Most people who live in the temperate world will need some kind of heating system for the cold winter months, as well as, perhaps, some form of cooling for the summertime. As the world is slowly waking up to the climate crisis people are looking for ways to create power without burning fossil fuels to reduce carbon emissions globally. Should a heat pump replace your furnace? Let’s take a closer look.
What Exactly Is a Heat Pump?
A heat pump is part of your heating and cooling system and is placed outside your home. It warms your home by pulling warmth from the cold outdoor air and redistributing it through your home. In the warmer months, it pulls warmth out of your home and redistributes it outside.
Heat pumps transfer heat, rather than generate it as furnaces do. They run on electricity and don’t rely on burning fossil fuels as many furnaces do. This could make them a more environmentally friendly option, depending on how your electricity is generated where you live.
If you need a new furnace installation be sure to consider all the options and choose what works best for your unique situation.
What’s the Difference Between a Ground Source and an Air Source Heat Pump?
A ground source heat pump sometimes referred to as a ground source heat pump transfers heat between the ground outside your home and the air inside. Sometimes they also use a nearby source of water. They are more expensive to install but are generally more efficient due to the near constancy of the ground or water temperature throughout the year.
A ground source pump draws heat from a pipe roughly 10 feet below the ground, where the temperature tends to stay constantly around 55 degrees Fahrenheit. The process can also be reversed in hot weather, where heat is drawn from the house and pumped into the earth, and the cooler air from the ground is exchanged.
Air source heat pumps transfer air between indoor and outdoor air and is generally more popular for residential heating and cooling than ground source heat pumps.
Where Do Heat Pumps Work Best?
Heat pumps used to only work best for areas where temperatures were milder and didn’t often drop below freezing. However, technological advancement in extraction and compression in recent years has meant that heat pumps can work effectively at 5 degrees Fahrenheit, with certain models capable of working as low as 20 below freezing.
For use in colder climates below this, heat pumps can be combined with a furnace for energy-efficient heating on all but the coldest parts of the year. When the temperature drops the furnace can be used.
This type of system is known as a dual-fuel system and is a cost-effective and energy-efficient way of heating and cooling your home.
Is a Heat Pump Right for Me?
There is no easy answer to this question. Factors to consider include your environment, temperature, and even soil type. Also, consider the cost of the competing technology; whether they are natural gas or oil; whether there are any economic incentives to lower the costs of installation, and the local price of electricity in your area.
If you’re considering a heat pump for ecological reasons, then you’ll also have to think about how electricity is produced in the area you live in.

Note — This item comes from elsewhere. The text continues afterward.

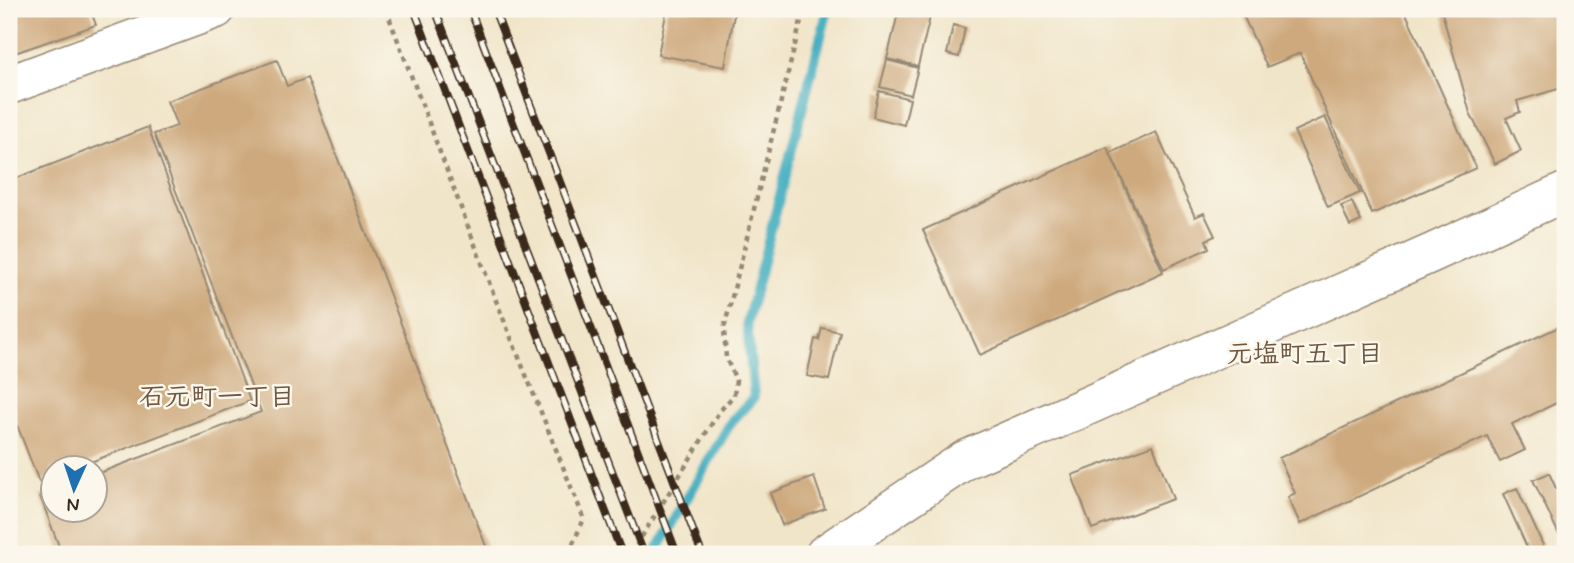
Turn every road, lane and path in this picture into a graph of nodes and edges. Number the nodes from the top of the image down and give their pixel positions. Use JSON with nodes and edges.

Replacing a gas-powered furnace with an expensive air pump doesn’t make a lot of economic sense in many parts of the US due to the accessible price of natural gas. However, if the environment is your primary concern then the (potentially) lesser environmental damage might outweigh the greater economic cost of installation.
Some users in at least 17 states may receive economic incentives in the form of tax cuts or rebates for switching. Federal rebates are possible on some types of heat pumps too.
Are There Any Extra Features to Look Out for in a Heat Pump?
Some models are equipped with a variable-speed or dual-speed motor on the indoor fans (blowers) outdoor fans or both. The variable speed fans attempt to keep the air moving at a comfortable velocity, maximizing economical savings and limiting cool drafts. There’s also reduced noise from the fan running at full speed.
The Bottom Line
Whether you should consider changing from a regular furnace to a heat pump depends on many factors specific to your location, requirements, and economic and environmental concerns.
To decide whether a heat pump is right for you, you should consider many factors before making your decision, such as what works best for your situation, and what your primary reasons for switching are, be it economic or environmental.